• **WHAT THE TASK ASKS**:
Below are the entries; transcribe them exactly and drop every picture.

• **Stored dataset items**:
::::

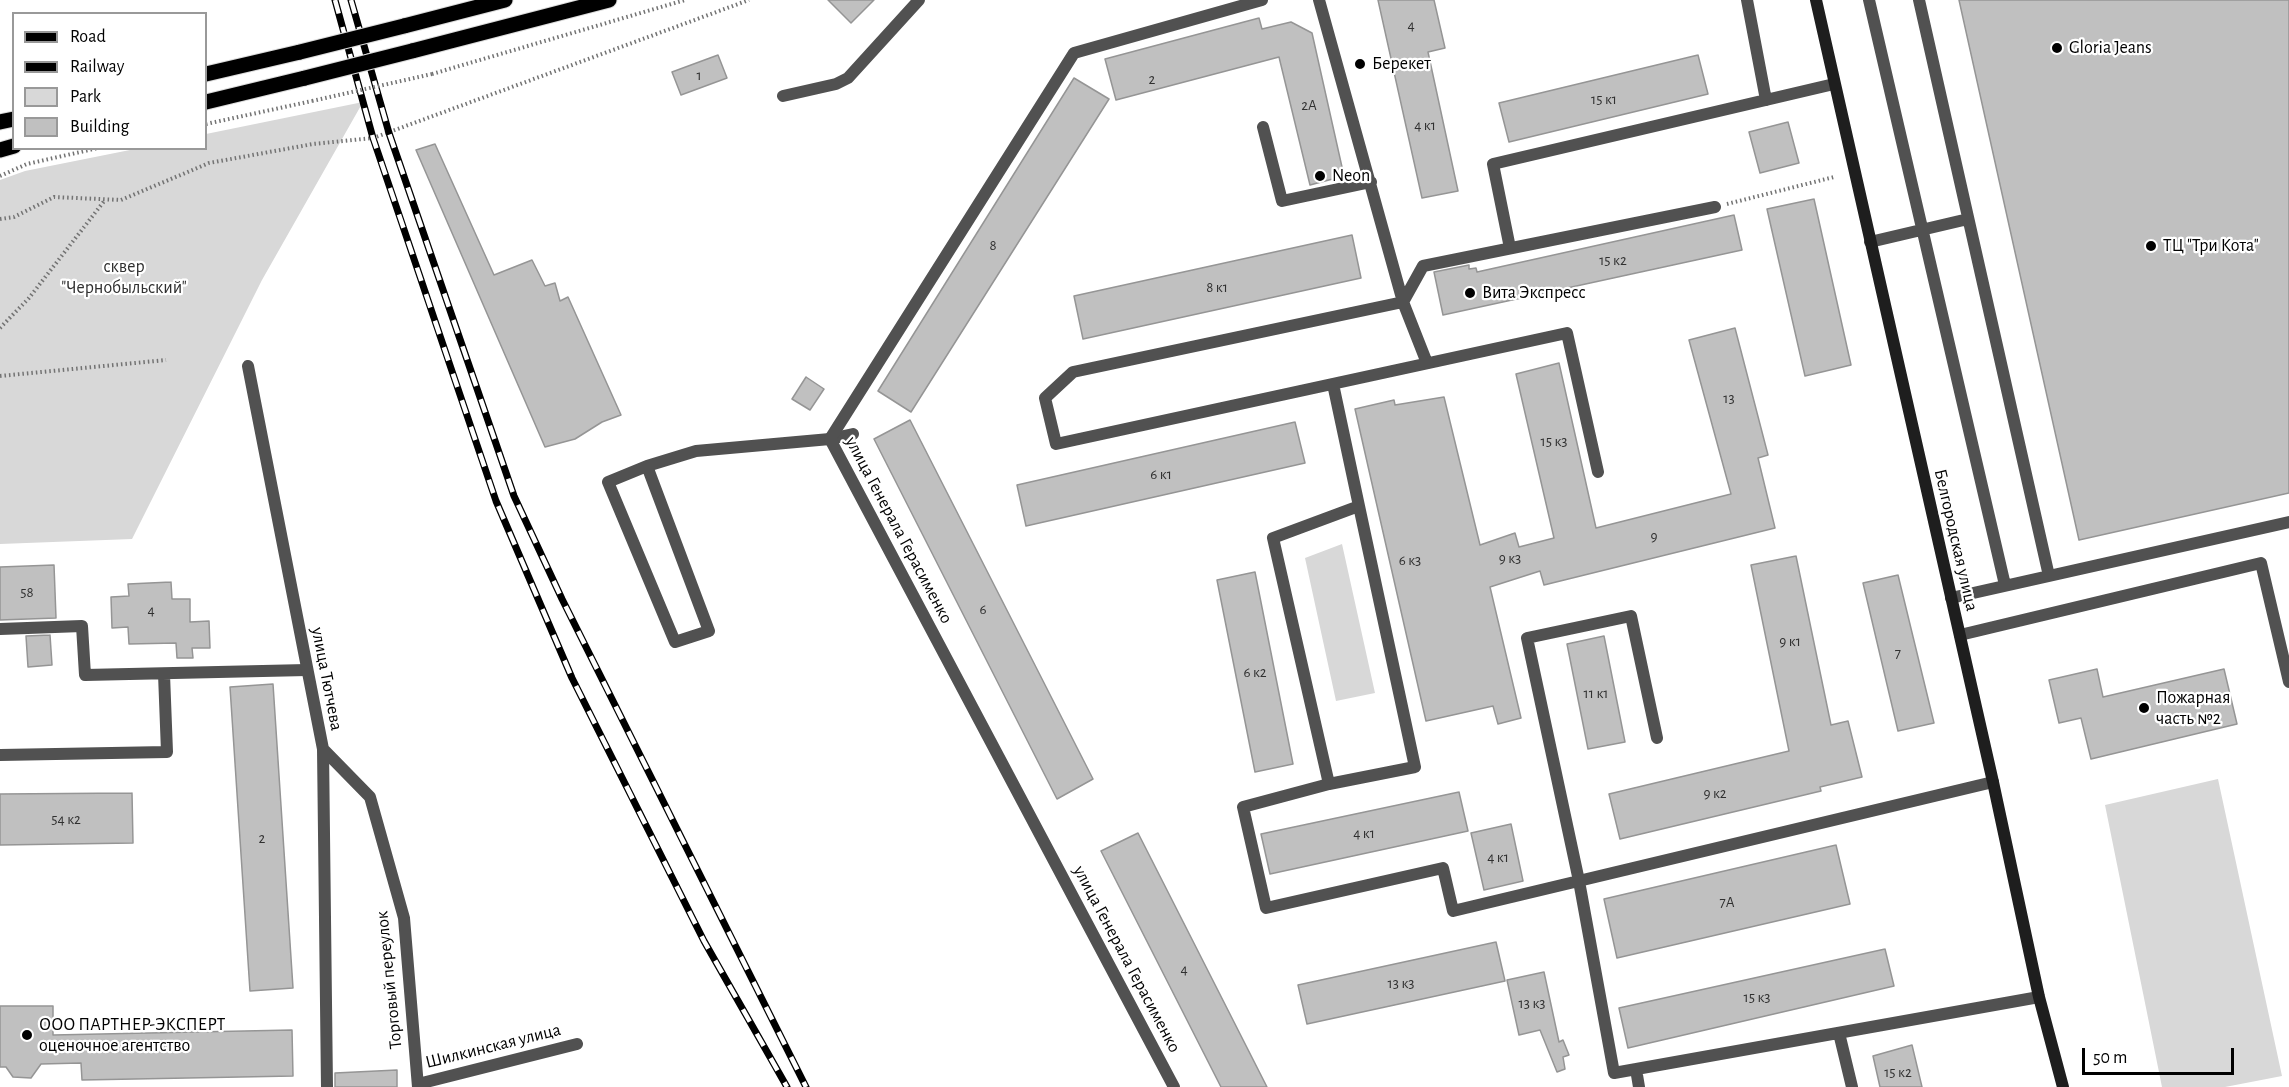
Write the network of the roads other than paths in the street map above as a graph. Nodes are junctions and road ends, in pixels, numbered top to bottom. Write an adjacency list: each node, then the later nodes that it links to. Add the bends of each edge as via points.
1 (505, 0): 10 (main road, bridge)
2 (609, 0): 14 (main road, bridge)
3 (919, 0): 12 (street, via 848,78)
4 (1262, 0): 27 (street, улица Генерала Герасименко, via 1074,53)
5 (1319, 0): 16 (street)
6 (1747, 0): 13 (street)
7 (1816, 0): 11 (main road, Белгородская улица)
8 (1869, 0): 19 (street)
9 (1919, 0): 18 (street)
10 (207, 74)
11 (1834, 84): 13 (street); 20 (main road, Белгородская улица)
12 (783, 96)
13 (1766, 100): 21 (street, via 1493,164)
14 (207, 102)
15 (1263, 127): 16 (street, via 1282,201)
16 (1371, 182): 22 (street)
17 (1715, 207): 21 (street)
18 (1968, 219): 19 (street); 32 (street)
19 (1923, 231): 20 (street); 33 (street)
20 (1870, 242): 34 (main road, Белгородская улица)
21 (1510, 248): 22 (street, via 1423,266)
22 (1402, 302): 23 (street); 25 (street, via 1073,372 1045,398 1056,444)
23 (1427, 363): 25 (street); 29 (street, via 1567,333)
24 (248, 366): 37 (street, улица Тютчева)
25 (1333, 384): 30 (street)
26 (853, 434): 27 (street)
27 (830, 440): 28 (street, via 696,451); 52 (street, улица Генерала Герасименко)
28 (647, 466): 28 (street, via 608,482 675,642 709,631)
29 (1598, 472)
30 (1359, 506): 44 (street, via 1273,538); 44 (street, via 1415,767)
31 (2289, 522): 32 (street)
32 (2049, 576): 33 (street)
33 (2005, 585): 34 (street)
34 (1951, 598): 36 (main road, Белгородская улица)
35 (0, 629): 38 (street, via 82,626 85,675)
36 (1960, 635): 39 (street, via 2261,563); 43 (main road, Белгородская улица)
37 (307, 670): 38 (street); 41 (street, улица Тютчева)
38 (164, 674): 42 (street, via 167,752)
39 (2289, 682)
40 (1657, 738): 45 (street, via 1631,615 1527,638)
41 (323, 749): 50 (street, Торговый переулок, via 370,797 404,918); 51 (street, улица Тютчева)
42 (0, 755)
43 (1993, 782): 45 (street); 46 (main road, Белгородская улица)
44 (1329, 784): 45 (street, via 1243,807 1266,909 1443,868 1453,911)
45 (1579, 881): 49 (street, via 1614,1073)
46 (2039, 997): 47 (street); 55 (main road, Белгородская улица)
47 (1839, 1033): 49 (street); 54 (street)
48 (577, 1044): 50 (street, Шилкинская улица)
49 (1636, 1069): 53 (street)
50 (418, 1085)
51 (327, 1087)
52 (1174, 1087)
53 (1639, 1087)
54 (1852, 1087)
55 (2062, 1087)

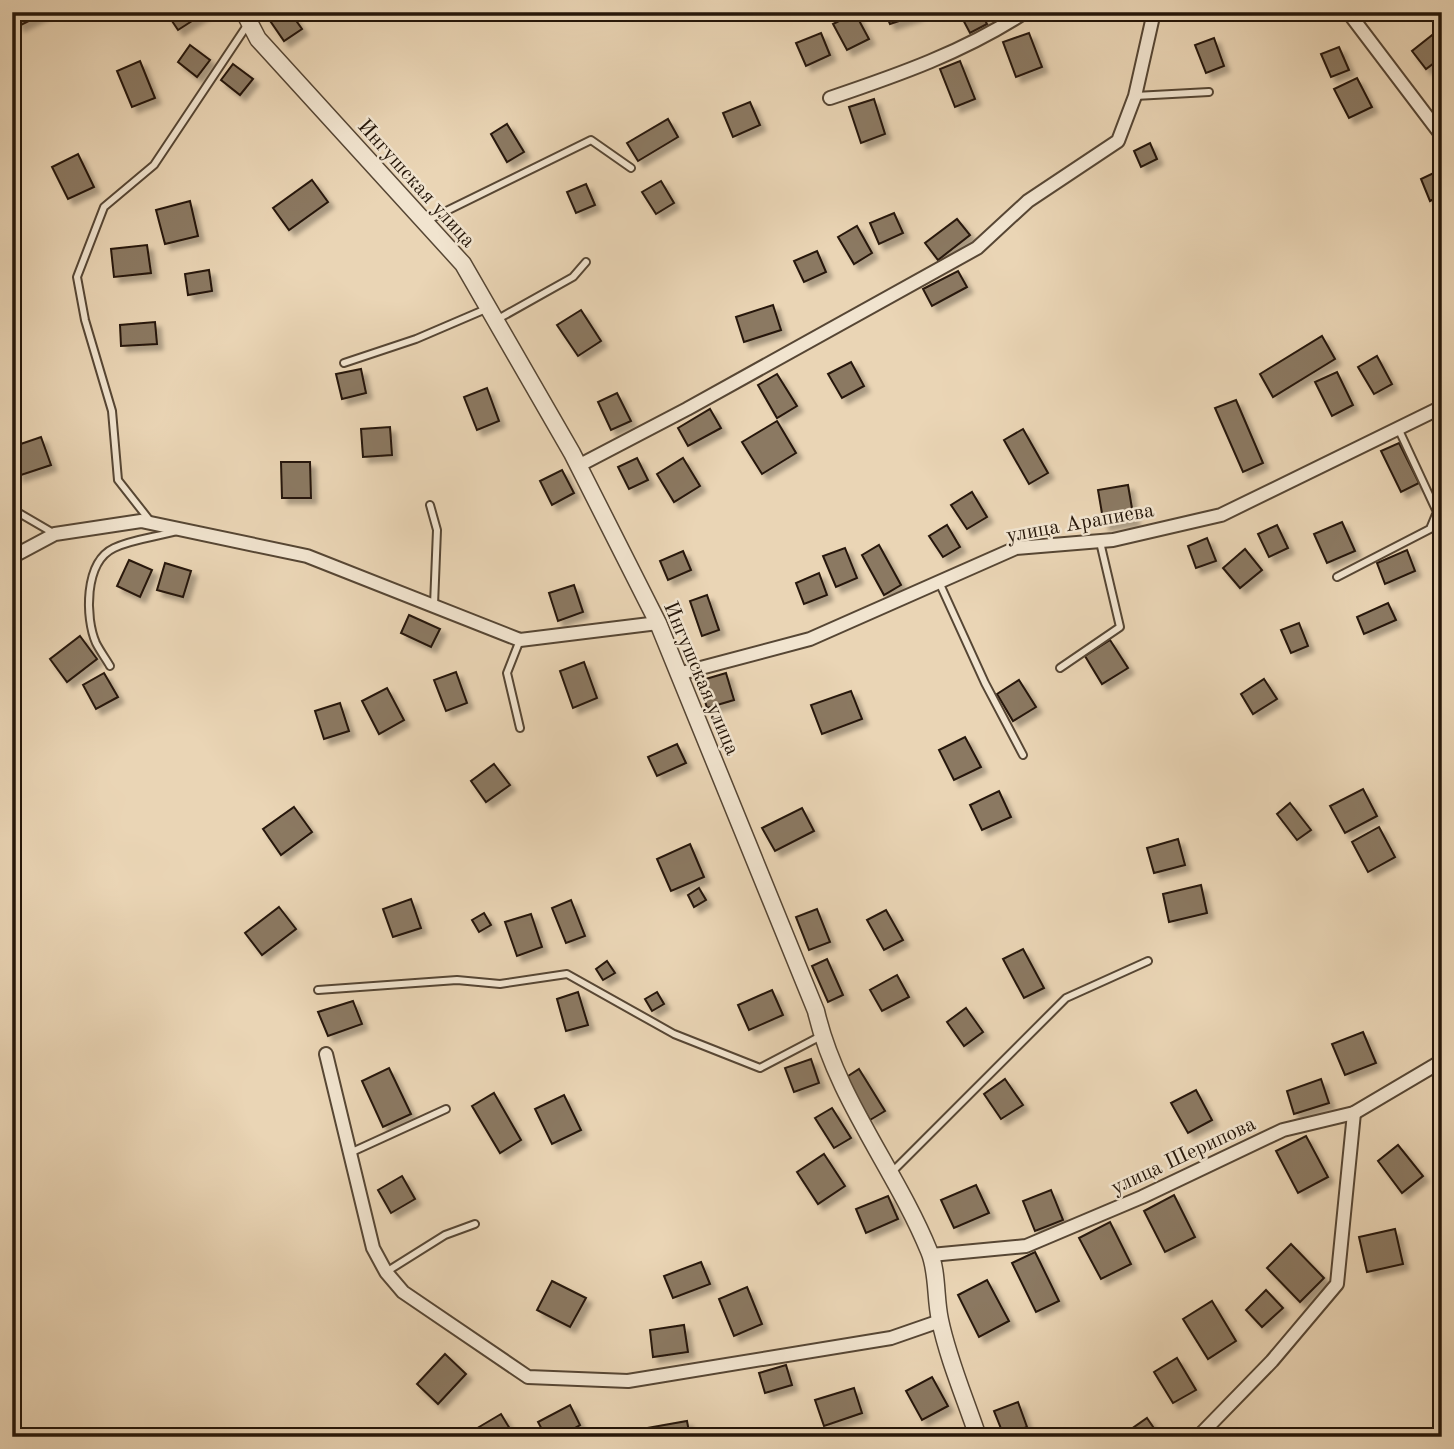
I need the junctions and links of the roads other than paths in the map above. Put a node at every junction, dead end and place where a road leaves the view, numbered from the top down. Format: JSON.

::::

• **SOLUTION TO THE PROBLEM**:
Write the network of the roads other than paths in the street map above as a graph. Nodes are junctions and road ends, in pixels, numbered top to bottom. Write an adjacency list: each node, then the later nodes that it links to. Add the bends of each edge as via points.
1 (505, 0): 10 (main road, bridge)
2 (609, 0): 14 (main road, bridge)
3 (919, 0): 12 (street, via 848,78)
4 (1262, 0): 27 (street, улица Генерала Герасименко, via 1074,53)
5 (1319, 0): 16 (street)
6 (1747, 0): 13 (street)
7 (1816, 0): 11 (main road, Белгородская улица)
8 (1869, 0): 19 (street)
9 (1919, 0): 18 (street)
10 (207, 74)
11 (1834, 84): 13 (street); 20 (main road, Белгородская улица)
12 (783, 96)
13 (1766, 100): 21 (street, via 1493,164)
14 (207, 102)
15 (1263, 127): 16 (street, via 1282,201)
16 (1371, 182): 22 (street)
17 (1715, 207): 21 (street)
18 (1968, 219): 19 (street); 32 (street)
19 (1923, 231): 20 (street); 33 (street)
20 (1870, 242): 34 (main road, Белгородская улица)
21 (1510, 248): 22 (street, via 1423,266)
22 (1402, 302): 23 (street); 25 (street, via 1073,372 1045,398 1056,444)
23 (1427, 363): 25 (street); 29 (street, via 1567,333)
24 (248, 366): 37 (street, улица Тютчева)
25 (1333, 384): 30 (street)
26 (853, 434): 27 (street)
27 (830, 440): 28 (street, via 696,451); 52 (street, улица Генерала Герасименко)
28 (647, 466): 28 (street, via 608,482 675,642 709,631)
29 (1598, 472)
30 (1359, 506): 44 (street, via 1273,538); 44 (street, via 1415,767)
31 (2289, 522): 32 (street)
32 (2049, 576): 33 (street)
33 (2005, 585): 34 (street)
34 (1951, 598): 36 (main road, Белгородская улица)
35 (0, 629): 38 (street, via 82,626 85,675)
36 (1960, 635): 39 (street, via 2261,563); 43 (main road, Белгородская улица)
37 (307, 670): 38 (street); 41 (street, улица Тютчева)
38 (164, 674): 42 (street, via 167,752)
39 (2289, 682)
40 (1657, 738): 45 (street, via 1631,615 1527,638)
41 (323, 749): 50 (street, Торговый переулок, via 370,797 404,918); 51 (street, улица Тютчева)
42 (0, 755)
43 (1993, 782): 45 (street); 46 (main road, Белгородская улица)
44 (1329, 784): 45 (street, via 1243,807 1266,909 1443,868 1453,911)
45 (1579, 881): 49 (street, via 1614,1073)
46 (2039, 997): 47 (street); 55 (main road, Белгородская улица)
47 (1839, 1033): 49 (street); 54 (street)
48 (577, 1044): 50 (street, Шилкинская улица)
49 (1636, 1069): 53 (street)
50 (418, 1085)
51 (327, 1087)
52 (1174, 1087)
53 (1639, 1087)
54 (1852, 1087)
55 (2062, 1087)

I need the junctions and links of the roads other than paths in the map above. Put a node at every junction, dead end and place where a road leaves the view, numbered from the top down. Format: JSON.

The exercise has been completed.